The Bose Noise Cancelling Headphones 700 are a successor to the Bose QuietComfort 35 II, and they have better ANC. Additionally, they offer 10 settings for active noise cancellation, so you have more control over how much ambient noise you want to block out.

They are slightly less comfortable than the QC 35 II, and are more expensive. They also have touch-sensitive playback controls whereas the QC 35 II has buttons. Listeners who are searching for a modern design with find it with the futuristic Bose Noise Cancelling Headphones 700.

Sony WH-100XM3

The Sony WH-1000XM3 offer aptX, aptX HD, and LDAC as well as AAC, so they win in the codec department. Additionally, they have touch controls and USB-C charging, whereas the QC 35 II have buttons and microUSB charging. The WH-1000XM3 have better ANC and offer an ambient sound mode. They also have a better microphone.

Shure AONIC 50

An aerial picture of the Shure Aonic 50 noise cancelling headphones with the ear pads removed and to the side.

The Shure AONIC 50 ear pads twist off and are easy to wipe clean.

The Bose QC 35 II headphones are more comfortable than the Shure AONIC 50. However, the AONIC 50 headphones has the best noise cancelling on the market when it comes to low-frequency attenuation. Additionally, Shure’s headset offers aptX, aptX HD, aptX Low Latency, AAC, and LDAC. But the QC 35 II has a better microphone—for now. You may also use the USB-C charging input for audio passthrough, making the AONIC 50 one of the best USB-C headphones around.

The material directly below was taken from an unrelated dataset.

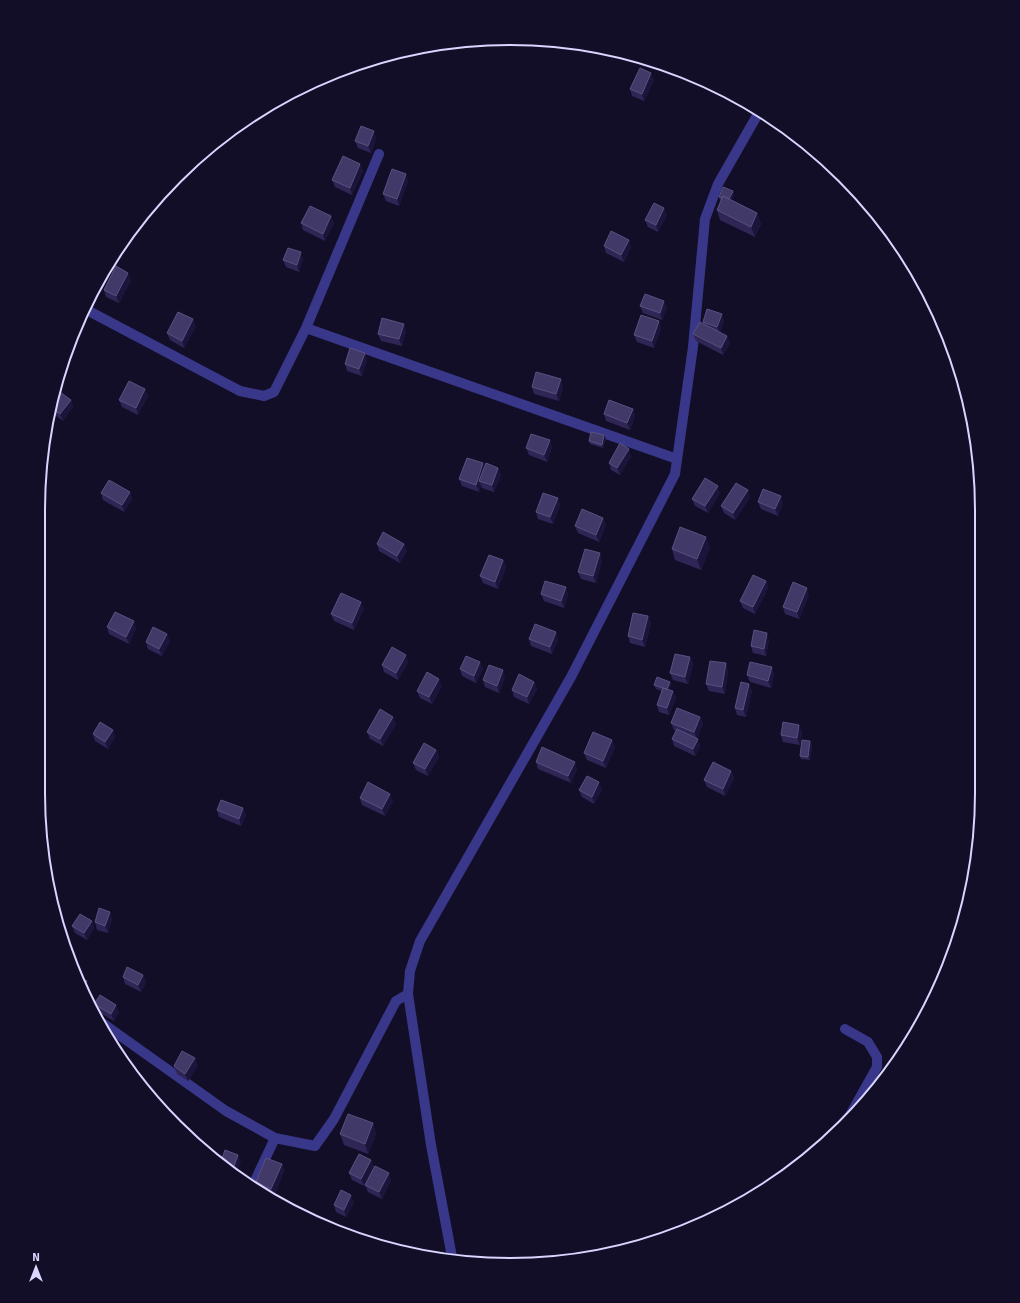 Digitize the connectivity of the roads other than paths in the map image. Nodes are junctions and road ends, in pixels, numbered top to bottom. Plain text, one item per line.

Next: Best headphones available

Frequently Asked Questions

Will the Bose QuietComfort 35 II ever have an ambient sound mode?

Not that we're aware of. It should be possible for Bose to implement ambient sound mode in a firmware update because the headset already has embedded active noise cancelling, but there is no reason to believe they are planning to do so.

I don't like the color of the Bose QC35 II.

Lucky for you, you can customize your Bose QC35 II for an additional $50. You can individually customize each piece of the headphones and they have tons of colors to choose from.